Problem details: When you find the word "Pâquerettes" in a line of the entries, please copy the whole line.

[Extracted records]
====================
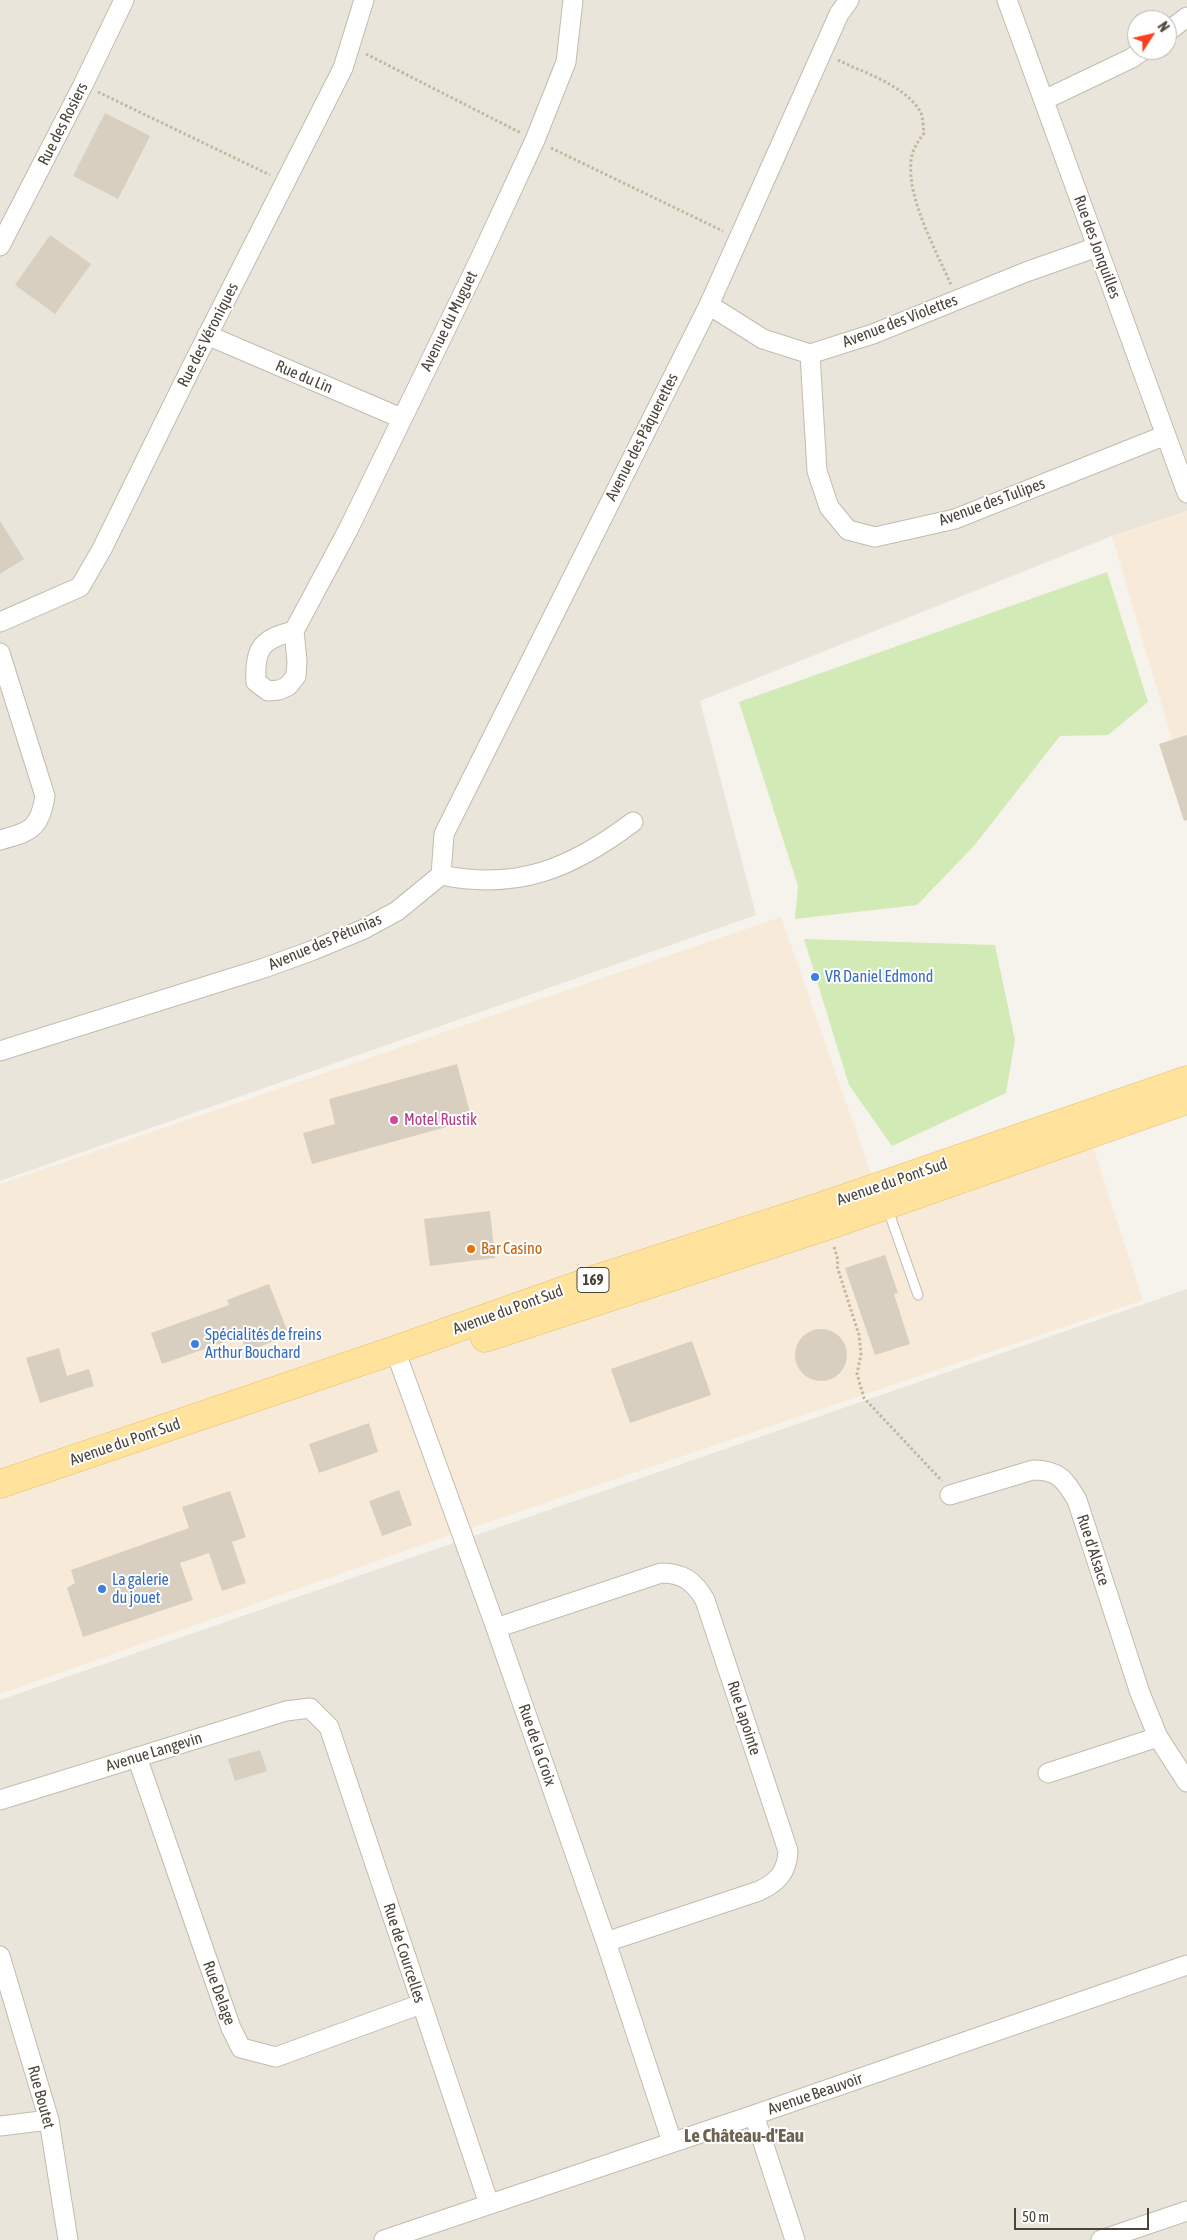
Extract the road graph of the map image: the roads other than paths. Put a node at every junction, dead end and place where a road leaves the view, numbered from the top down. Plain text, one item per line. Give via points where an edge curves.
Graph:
1 (124, 0) edge
2 (364, 0) edge
3 (574, 0) edge
4 (849, 0) edge
5 (1007, 0) edge
6 (1128, 60) edge
7 (1044, 100) junction
8 (0, 246) edge
9 (1097, 247) junction
10 (708, 304) junction
11 (207, 335) junction
12 (810, 354) junction
13 (401, 418) junction
14 (1166, 435) junction
15 (1187, 493) edge
16 (0, 622) edge
17 (294, 632) dead end
18 (0, 653) edge
19 (633, 822) dead end
20 (0, 840) edge
21 (441, 875) junction
22 (0, 1051) edge
23 (1187, 1080) edge
24 (1187, 1100) edge
25 (886, 1204) junction
26 (918, 1295) dead end
27 (398, 1358) junction
28 (0, 1484) edge
29 (952, 1494) road end
30 (0, 1501) edge
31 (496, 1628) junction
32 (310, 1708) joint
33 (1158, 1737) junction
34 (137, 1757) junction
35 (1048, 1773) dead end
36 (1187, 1782) edge
37 (0, 1800) edge
38 (606, 1942) junction
39 (0, 1956) edge
40 (1187, 1965) edge
41 (421, 2004) junction
42 (754, 2115) junction
43 (49, 2120) junction
44 (0, 2126) edge
45 (672, 2142) junction
46 (488, 2204) junction
47 (1187, 2211) edge
48 (68, 2240) edge
49 (384, 2240) edge
50 (795, 2240) edge
51 (1101, 2240) edge

1 - 8 street, Rue des Rosiers via 84,85
2 - 11 street, Rue des Véroniques via 343,68
3 - 13 street, Avenue du Muguet via 566,62 535,140
4 - 10 street, Avenue des Pâquerettes via 839,14
5 - 7 street, Rue des Jonquilles
6 - 7 street
7 - 9 street, Rue des Jonquilles
9 - 12 street, Avenue des Violettes via 873,334
9 - 14 street, Rue des Jonquilles
10 - 12 street via 763,339
10 - 21 street, Avenue des Pâquerettes via 444,834
11 - 13 street, Rue du Lin
11 - 16 street, Rue des Véroniques via 102,549 80,587
12 - 14 street, Avenue des Tulipes via 817,471 829,507 848,530 875,537 955,519
13 - 17 street, Avenue du Muguet via 348,530
14 - 15 street, Rue des Jonquilles
18 - 20 street via 45,796 42,816 31,829
19 - 21 street via 580,858 544,872 502,881 466,880
21 - 22 street, Avenue des Pétunias via 397,911 311,951
23 - 27 main road, Avenue du Pont Sud / 169 via 822,1206 602,1276
24 - 25 main road, Avenue du Pont Sud / 169
25 - 26 lane
25 - 27 main road, Avenue du Pont Sud / 169 via 821,1228
27 - 28 main road, Avenue du Pont Sud / 169
27 - 30 main road, Avenue du Pont Sud / 169
27 - 31 street, Rue de la Croix
29 - 33 street, Rue d'Alsace via 1033,1470 1046,1470 1067,1483 1077,1500 1140,1693
31 - 38 street, Rue de la Croix
31 - 38 street, Rue Lapointe via 661,1573 685,1576 705,1600 788,1851 787,1862 779,1879 771,1885
32 - 34 street, Avenue Langevin via 286,1710
32 - 41 street, Rue de Courcelles via 329,1727
33 - 35 street
33 - 36 street, Rue d'Alsace
34 - 37 street, Avenue Langevin
34 - 41 street, Rue Delage via 231,2028 242,2048 276,2057
38 - 45 street, Rue de la Croix
39 - 43 street, Rue Boutet
40 - 42 street, Avenue Beauvoir
41 - 46 street, Rue de Courcelles
42 - 45 street, Avenue Beauvoir
42 - 50 street
43 - 44 street
43 - 48 street, Rue Boutet
45 - 46 street, Avenue Beauvoir
46 - 49 street, Avenue Beauvoir
47 - 51 street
====================
Answer to this task:
4 - 10 street, Avenue des Pâquerettes via 839,14
10 - 21 street, Avenue des Pâquerettes via 444,834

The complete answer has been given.